Nathan Laine/Bloomberg

Milton school officials were “saddened and disappointed” after a large group of teenagers gathered near a golf course Friday night and did not adhere to COVID-19 health guidelines, school officials said in a statement Sunday.

The teenagers were reported to have gathered near the Presidents Golf Course, close to the Milton and Quincy town line, according to a joint statement from James Jette, high school principal and interim superintendent, and Sheila Egan Varela, School Committee chairwoman.

“This news is upsetting to us,” the officials said. Stopping the spread of COVID-19 is “a multi-community effort that requires all of us to continue stepping up, making sacrifices and staying safe.”


There is no evidence the gathering was initiated or attended by Milton High School students, but “we are asking all parents, guardians, and teens in Milton and our bordering communities to take this pandemic seriously,” school officials said.

The Milton public schools have about 4,430 students and 310 teachers.

In an interview with WCVB-TV on Saturday, Jette said he heard that students and parents affiliated with the school were involved with the gathering.

“To hear that parents and guardians are dropping their children off at this place to party or, you know, convene in large gatherings is very disappointing,” Jette said in the interview.

Students in the district returned to school Sept. 16 with a hybrid learning model, alternating between lessons in the classroom and online. School officials said Sunday that the behavior seen at the gathering “will only jeopardize Milton’s … protocol, as well as other public school districts’ and private schools’ plans.”

“We saw it in Dedham; we saw it in Sudbury,” Jette told WCVB, referring to recent gatherings with high school students in the towns. “We were trying to be proactive and get ahead of the curve, so it’s very disappointing because this jeopardizes our opportunity to remain in hybrid, and ultimately trying to be optimistic to move for full in-person learning.”


A Milton Police Department spokesman could not be reached for comment.

In recent weeks, numerous large gatherings involving teenagers who broke COVID-19 health guidelines have thrown school districts into disarray, forcing high schools to quickly reevaluate their in-person learning models.

The Milton party comes less than a week after a student from Lincoln-Sudbury Regional High School and the parents of that student, whose identities were not released because the student is a juvenile, faced charges stemming from a gathering of 50 to 60 students.
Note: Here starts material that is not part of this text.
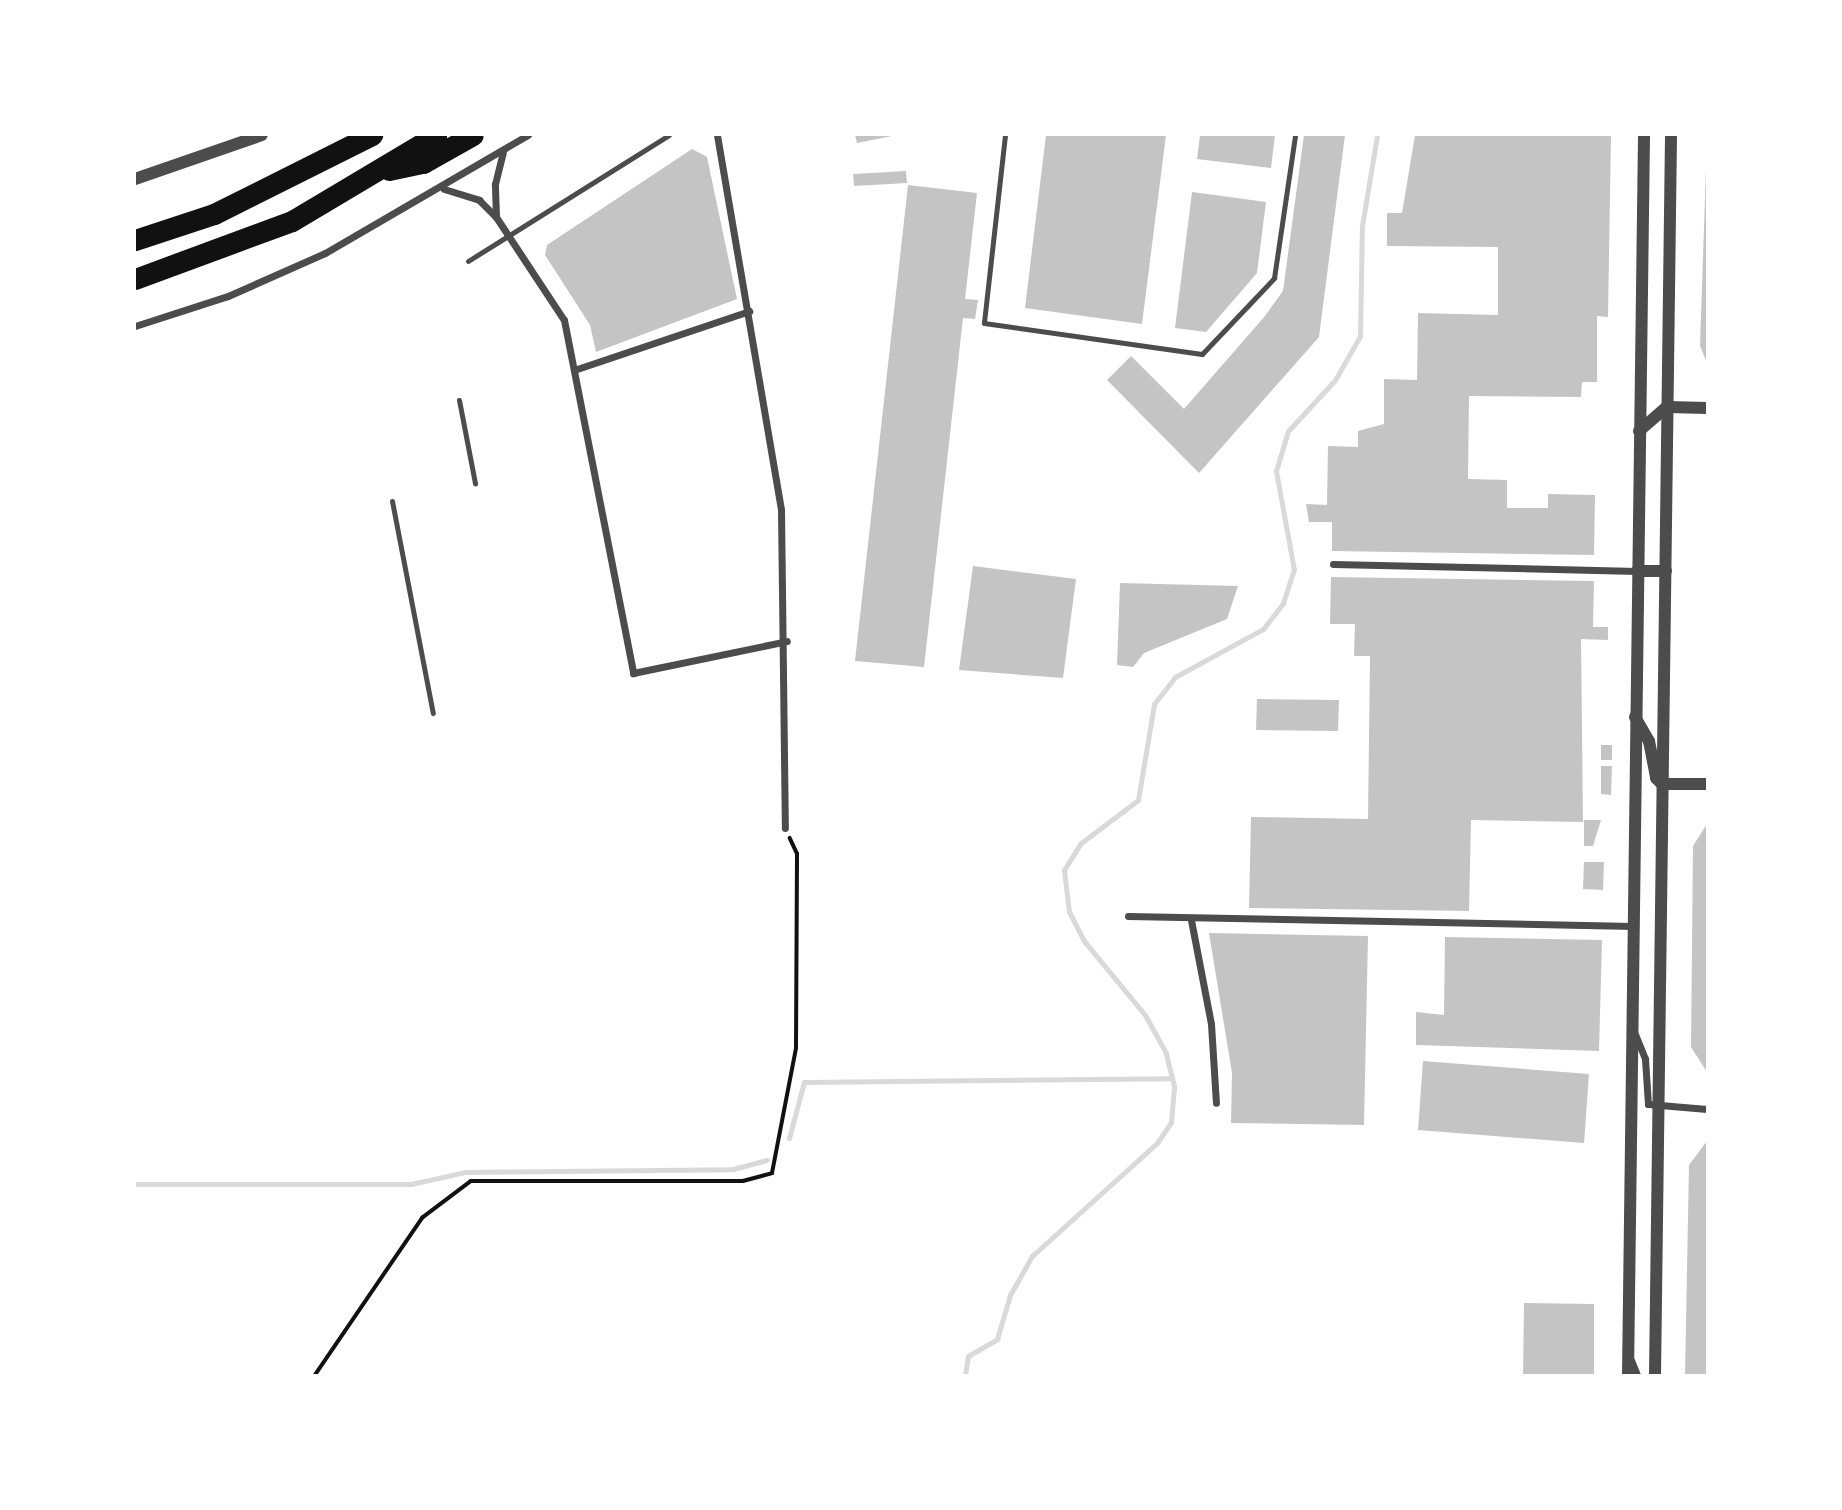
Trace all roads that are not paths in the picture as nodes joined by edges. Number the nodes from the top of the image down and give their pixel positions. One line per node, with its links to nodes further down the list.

As a result of the large gathering, the high school pushed back in-person classes.

Dover-Sherborn Regional High School temporarily shifted to a fully remote learning model after a party on Sept. 11 attracted as many as 150 high school-aged students from public and private schools in the region.

Earlier in the month, town health officials in Dedham blamed a rise in coronavirus cases on two social gatherings hosted by young people in town, one of which was attended by local high school students.